[Opening Data for this task section]
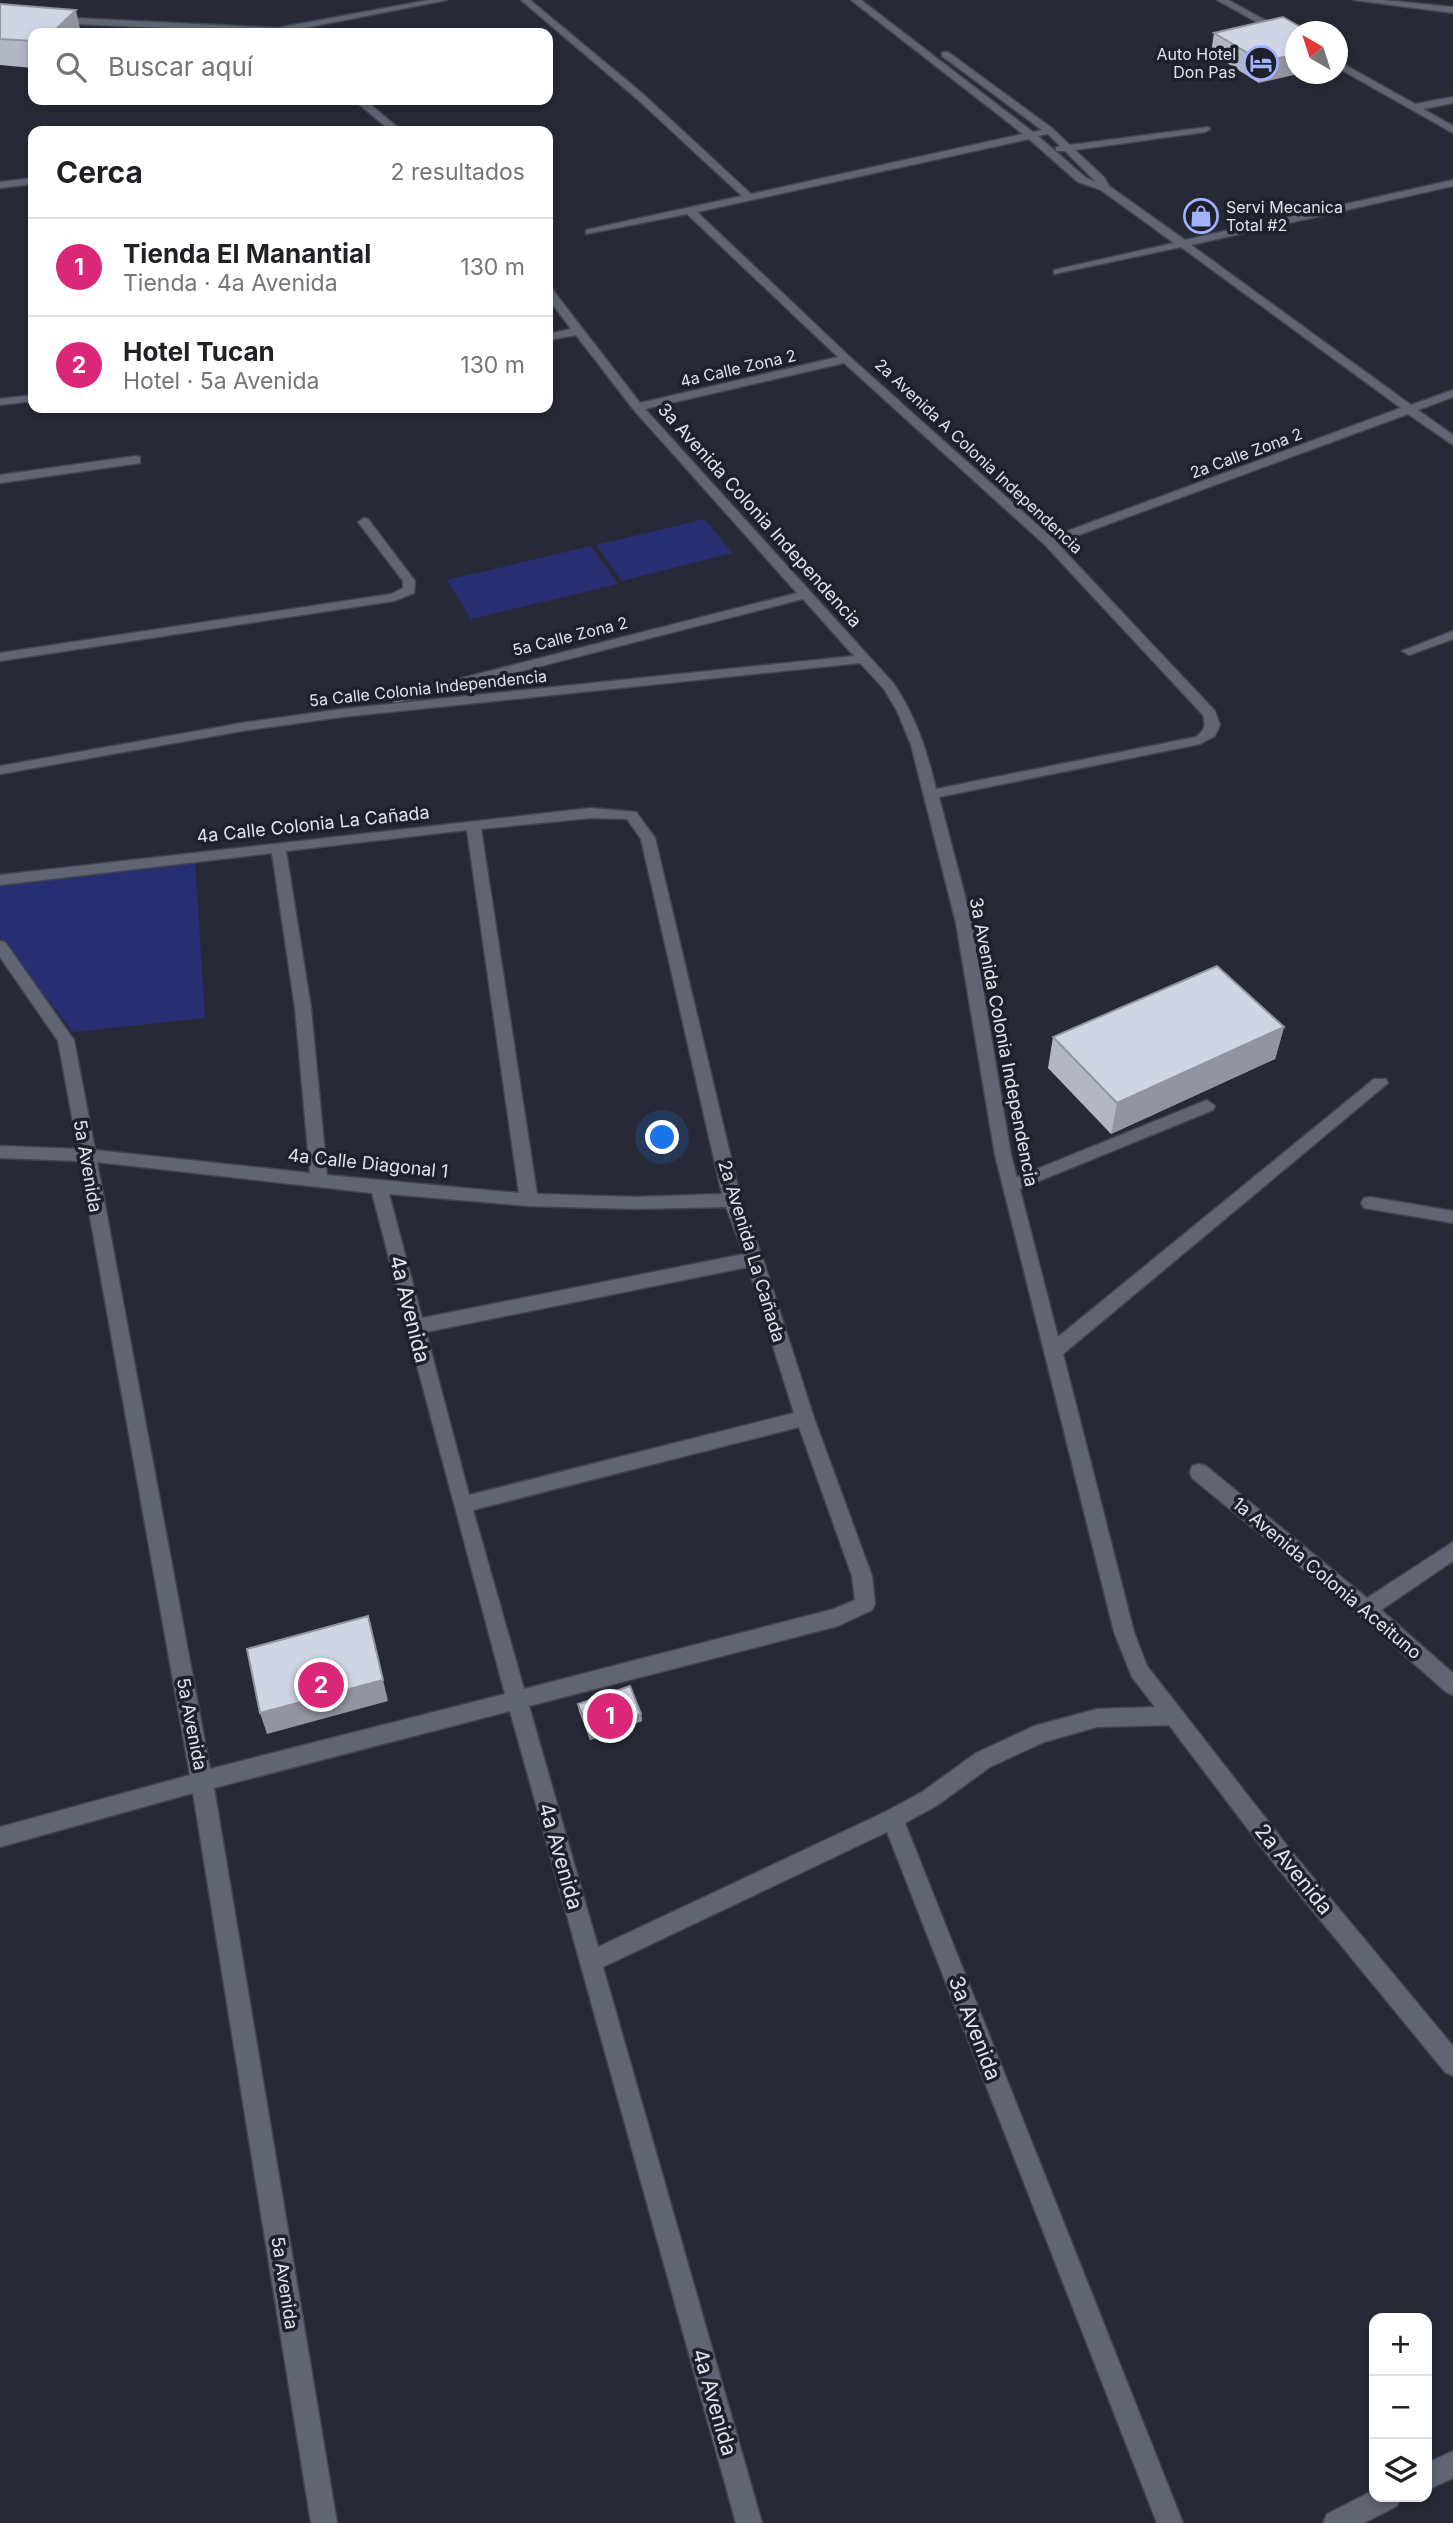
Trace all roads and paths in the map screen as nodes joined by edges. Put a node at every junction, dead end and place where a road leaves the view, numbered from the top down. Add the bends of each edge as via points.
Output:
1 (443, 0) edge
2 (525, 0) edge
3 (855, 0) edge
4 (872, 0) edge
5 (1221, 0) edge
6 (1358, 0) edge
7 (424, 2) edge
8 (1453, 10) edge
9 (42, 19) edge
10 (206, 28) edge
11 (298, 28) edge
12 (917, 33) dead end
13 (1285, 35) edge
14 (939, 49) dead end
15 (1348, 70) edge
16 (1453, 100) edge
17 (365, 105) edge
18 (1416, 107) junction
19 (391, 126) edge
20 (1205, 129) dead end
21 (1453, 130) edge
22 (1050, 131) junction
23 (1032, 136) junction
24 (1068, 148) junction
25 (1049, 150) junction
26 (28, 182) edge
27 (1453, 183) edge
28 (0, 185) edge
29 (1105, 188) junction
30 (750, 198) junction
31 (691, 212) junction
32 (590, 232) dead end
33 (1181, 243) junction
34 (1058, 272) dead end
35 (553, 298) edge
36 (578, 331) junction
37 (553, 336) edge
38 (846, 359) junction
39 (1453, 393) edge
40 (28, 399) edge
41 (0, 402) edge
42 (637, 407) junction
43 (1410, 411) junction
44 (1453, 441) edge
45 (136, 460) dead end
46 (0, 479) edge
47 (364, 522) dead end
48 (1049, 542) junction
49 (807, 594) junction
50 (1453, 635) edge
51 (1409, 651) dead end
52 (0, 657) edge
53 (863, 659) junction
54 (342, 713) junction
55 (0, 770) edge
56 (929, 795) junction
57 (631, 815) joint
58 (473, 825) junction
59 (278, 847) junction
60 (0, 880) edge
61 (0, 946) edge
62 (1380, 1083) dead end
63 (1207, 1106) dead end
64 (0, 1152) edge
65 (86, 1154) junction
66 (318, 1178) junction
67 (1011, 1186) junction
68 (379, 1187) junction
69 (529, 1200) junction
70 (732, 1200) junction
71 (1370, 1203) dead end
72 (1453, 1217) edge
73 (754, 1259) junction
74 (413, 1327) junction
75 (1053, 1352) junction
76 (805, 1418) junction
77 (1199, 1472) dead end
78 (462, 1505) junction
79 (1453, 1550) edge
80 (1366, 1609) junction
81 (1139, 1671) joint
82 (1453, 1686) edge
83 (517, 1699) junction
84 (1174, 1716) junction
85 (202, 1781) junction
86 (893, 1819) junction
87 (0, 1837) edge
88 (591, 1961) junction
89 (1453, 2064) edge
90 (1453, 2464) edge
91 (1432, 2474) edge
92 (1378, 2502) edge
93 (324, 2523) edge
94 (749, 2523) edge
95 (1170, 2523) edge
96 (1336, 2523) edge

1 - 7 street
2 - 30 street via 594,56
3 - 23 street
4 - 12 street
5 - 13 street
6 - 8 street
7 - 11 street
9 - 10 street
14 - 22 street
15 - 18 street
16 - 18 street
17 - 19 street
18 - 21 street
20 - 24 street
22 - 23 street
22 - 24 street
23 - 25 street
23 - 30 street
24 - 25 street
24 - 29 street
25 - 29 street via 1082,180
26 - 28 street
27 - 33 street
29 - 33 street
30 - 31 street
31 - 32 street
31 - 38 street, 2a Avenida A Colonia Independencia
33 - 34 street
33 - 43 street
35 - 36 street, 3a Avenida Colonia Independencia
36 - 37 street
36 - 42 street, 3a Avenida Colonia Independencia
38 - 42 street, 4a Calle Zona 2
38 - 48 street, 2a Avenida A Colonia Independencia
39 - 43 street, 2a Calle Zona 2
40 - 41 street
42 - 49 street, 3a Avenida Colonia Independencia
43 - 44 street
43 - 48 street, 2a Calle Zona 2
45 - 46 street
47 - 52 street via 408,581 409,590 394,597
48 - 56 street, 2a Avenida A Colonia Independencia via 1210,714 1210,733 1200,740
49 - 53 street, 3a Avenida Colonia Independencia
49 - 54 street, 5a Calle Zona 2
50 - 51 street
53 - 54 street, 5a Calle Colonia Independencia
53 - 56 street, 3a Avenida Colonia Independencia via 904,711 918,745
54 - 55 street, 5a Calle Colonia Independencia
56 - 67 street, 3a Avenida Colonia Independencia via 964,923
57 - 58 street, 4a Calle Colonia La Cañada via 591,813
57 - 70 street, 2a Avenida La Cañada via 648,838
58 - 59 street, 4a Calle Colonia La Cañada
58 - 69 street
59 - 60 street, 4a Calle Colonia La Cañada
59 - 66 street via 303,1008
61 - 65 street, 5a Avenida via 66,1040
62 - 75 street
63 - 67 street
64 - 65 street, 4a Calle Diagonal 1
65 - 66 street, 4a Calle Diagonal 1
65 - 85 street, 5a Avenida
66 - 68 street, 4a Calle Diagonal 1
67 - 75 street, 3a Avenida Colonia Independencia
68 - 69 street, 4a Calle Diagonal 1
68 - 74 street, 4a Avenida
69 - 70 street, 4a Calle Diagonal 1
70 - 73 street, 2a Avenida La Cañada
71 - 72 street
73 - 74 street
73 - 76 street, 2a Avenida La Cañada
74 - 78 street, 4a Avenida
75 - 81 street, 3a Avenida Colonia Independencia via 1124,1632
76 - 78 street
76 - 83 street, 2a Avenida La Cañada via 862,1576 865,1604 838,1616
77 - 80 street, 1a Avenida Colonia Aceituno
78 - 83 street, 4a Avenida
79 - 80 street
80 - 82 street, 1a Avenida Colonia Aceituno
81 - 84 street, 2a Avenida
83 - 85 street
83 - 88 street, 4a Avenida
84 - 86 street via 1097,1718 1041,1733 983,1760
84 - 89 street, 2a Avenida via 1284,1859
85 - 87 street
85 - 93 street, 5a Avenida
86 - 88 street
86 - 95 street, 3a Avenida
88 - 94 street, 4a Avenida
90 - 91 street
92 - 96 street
[Closing Data for this task section]
[Opening Data for this task section]
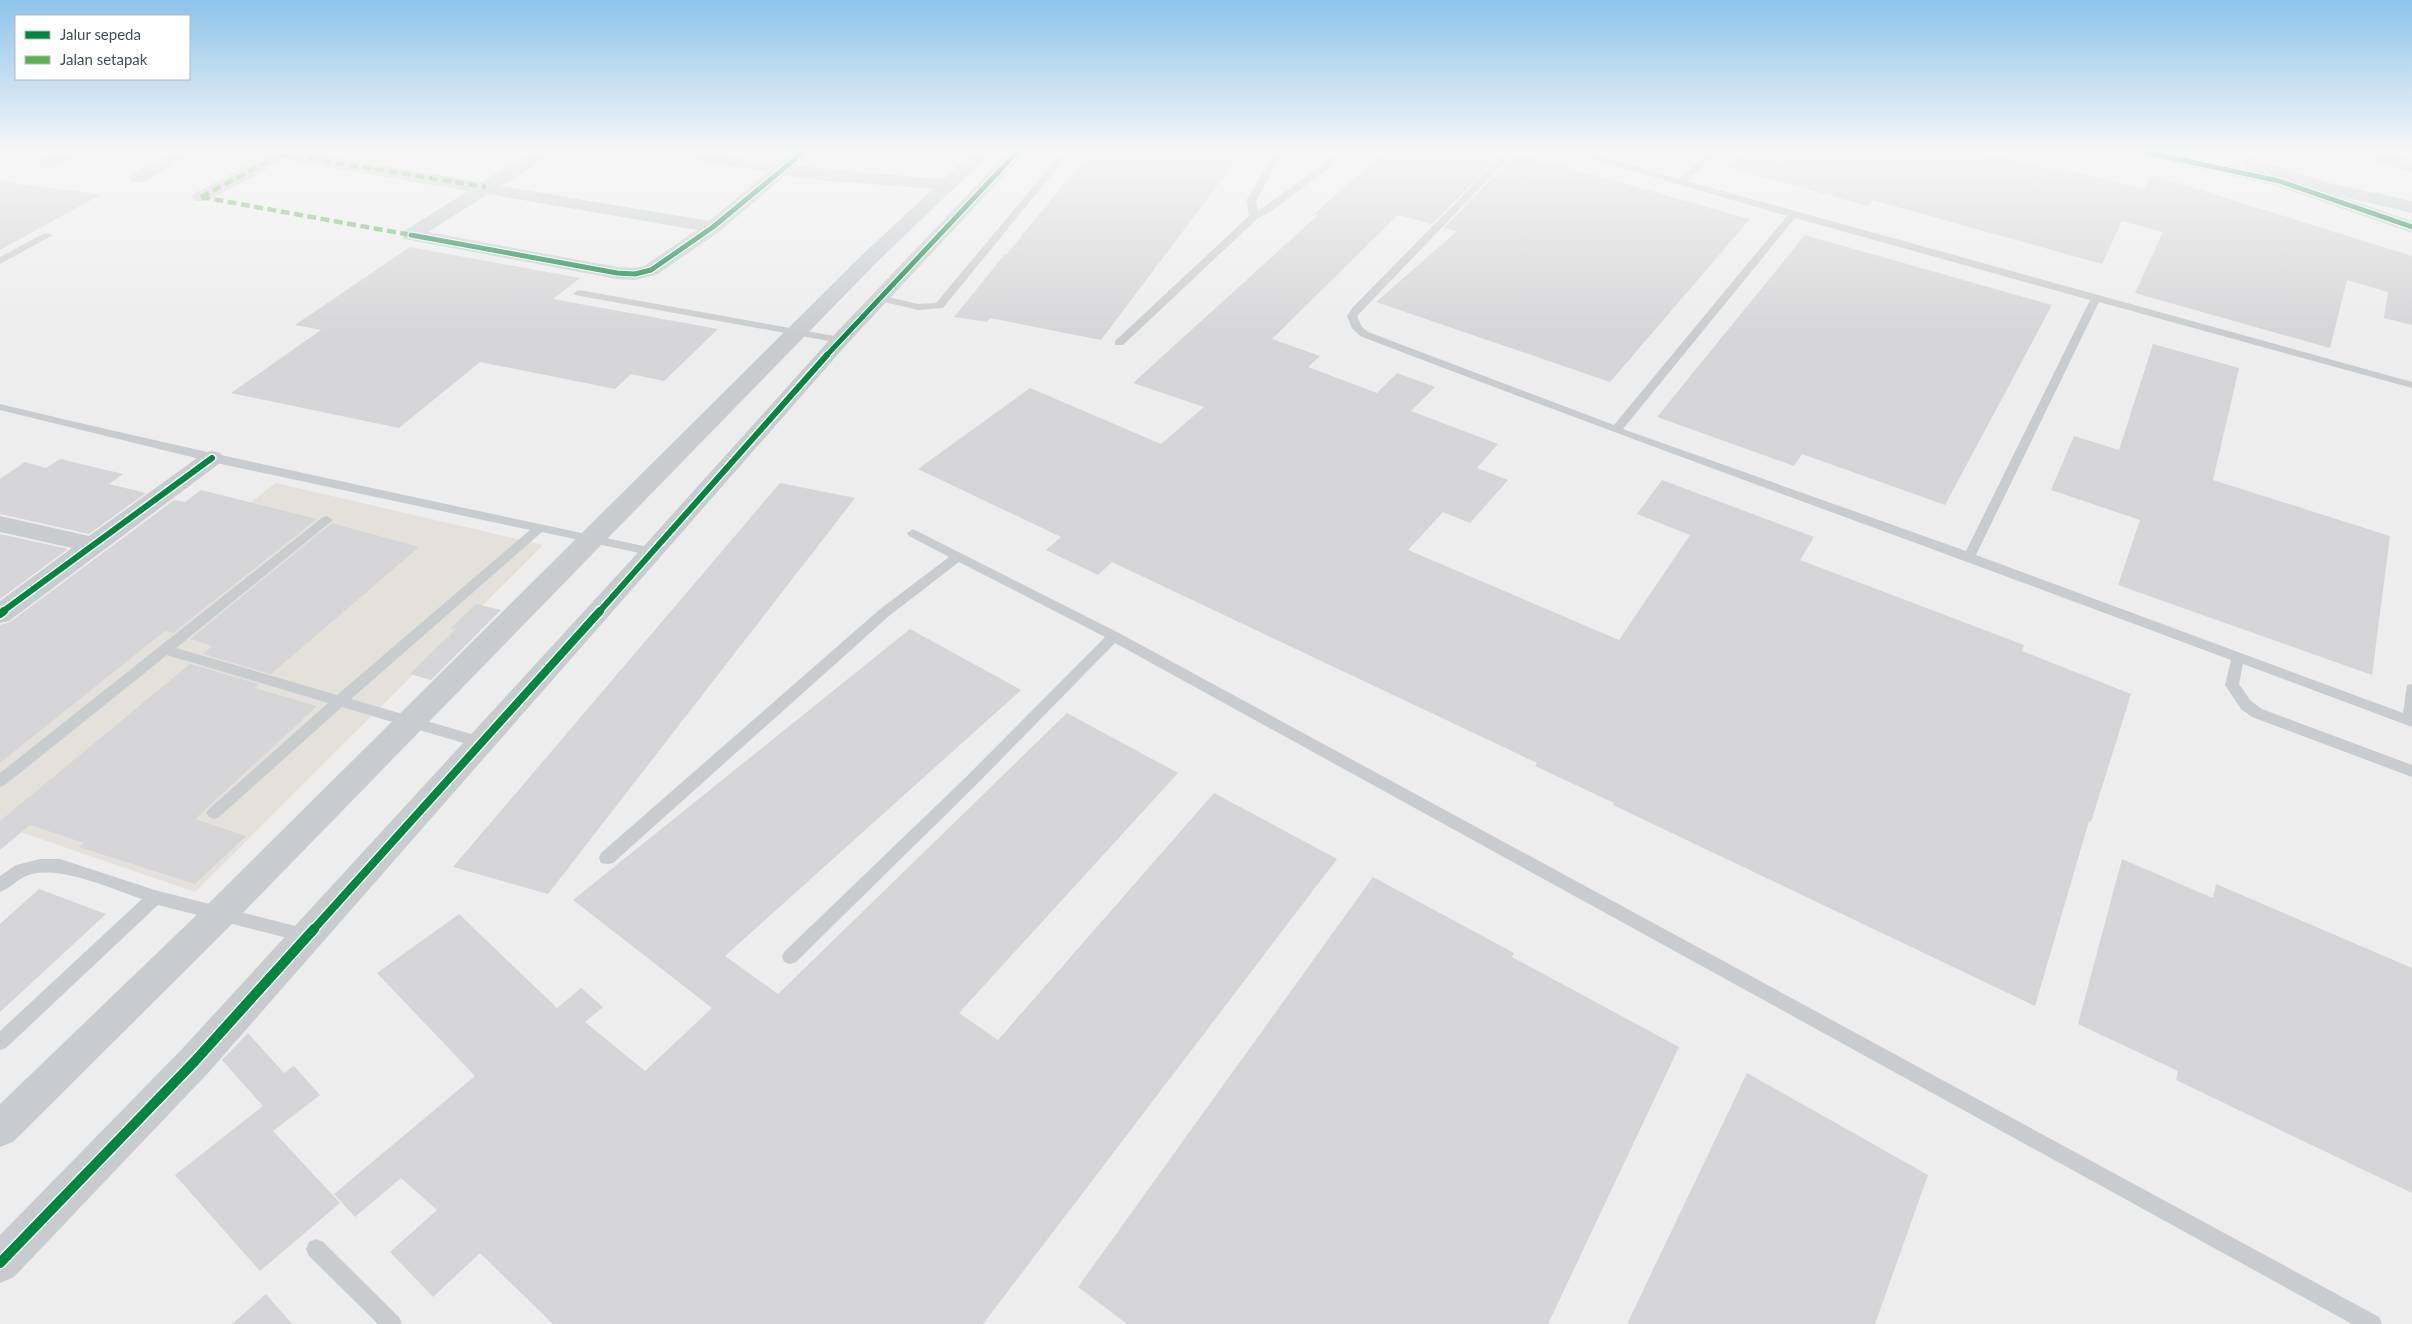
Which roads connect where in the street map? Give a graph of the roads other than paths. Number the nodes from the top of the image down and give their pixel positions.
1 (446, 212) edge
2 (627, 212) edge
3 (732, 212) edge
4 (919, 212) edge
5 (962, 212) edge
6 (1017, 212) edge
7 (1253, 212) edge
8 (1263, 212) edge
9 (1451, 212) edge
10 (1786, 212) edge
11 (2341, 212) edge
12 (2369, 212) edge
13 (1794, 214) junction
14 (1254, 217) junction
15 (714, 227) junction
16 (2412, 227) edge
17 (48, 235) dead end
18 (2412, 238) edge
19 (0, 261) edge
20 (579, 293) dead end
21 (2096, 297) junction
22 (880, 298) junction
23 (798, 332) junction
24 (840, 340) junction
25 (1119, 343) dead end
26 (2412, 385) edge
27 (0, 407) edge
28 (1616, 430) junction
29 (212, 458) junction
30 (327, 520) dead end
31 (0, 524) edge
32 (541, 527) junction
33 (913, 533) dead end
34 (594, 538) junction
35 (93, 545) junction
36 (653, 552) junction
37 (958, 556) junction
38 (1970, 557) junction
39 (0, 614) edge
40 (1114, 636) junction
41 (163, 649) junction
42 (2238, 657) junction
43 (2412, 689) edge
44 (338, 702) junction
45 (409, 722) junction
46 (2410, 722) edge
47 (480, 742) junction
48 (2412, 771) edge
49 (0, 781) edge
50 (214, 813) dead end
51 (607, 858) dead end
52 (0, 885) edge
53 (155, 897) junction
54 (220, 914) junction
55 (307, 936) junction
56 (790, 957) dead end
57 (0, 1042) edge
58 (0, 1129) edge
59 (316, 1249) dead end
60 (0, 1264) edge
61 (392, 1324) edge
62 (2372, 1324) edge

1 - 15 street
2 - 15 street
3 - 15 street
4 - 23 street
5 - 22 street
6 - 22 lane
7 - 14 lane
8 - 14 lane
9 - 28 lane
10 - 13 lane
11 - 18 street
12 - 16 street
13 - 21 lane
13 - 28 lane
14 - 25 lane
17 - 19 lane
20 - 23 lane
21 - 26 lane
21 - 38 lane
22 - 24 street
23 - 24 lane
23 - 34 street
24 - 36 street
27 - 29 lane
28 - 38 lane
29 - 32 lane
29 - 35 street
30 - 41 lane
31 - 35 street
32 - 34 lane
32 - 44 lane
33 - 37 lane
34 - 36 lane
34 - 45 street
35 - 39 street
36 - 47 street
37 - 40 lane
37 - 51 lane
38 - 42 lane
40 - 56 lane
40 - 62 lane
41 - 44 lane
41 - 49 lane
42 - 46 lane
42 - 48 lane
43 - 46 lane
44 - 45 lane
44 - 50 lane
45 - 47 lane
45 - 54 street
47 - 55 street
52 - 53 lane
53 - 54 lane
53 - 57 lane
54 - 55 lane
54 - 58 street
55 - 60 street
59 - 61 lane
[Closing Data for this task section]
**Work instructions**.
Scan the entries for lines holding the string "roads", then copy every one of them.

**Output of the task**.
Trace all roads and paths in the map screen as nodes joined by edges. Put a node at every junction, dead end and place where a road leaves the view, numbered from the top down. Add the bends of each edge as via points.
Which roads connect where in the street map? Give a graph of the roads other than paths. Number the nodes from the top of the image down and give their pixel positions.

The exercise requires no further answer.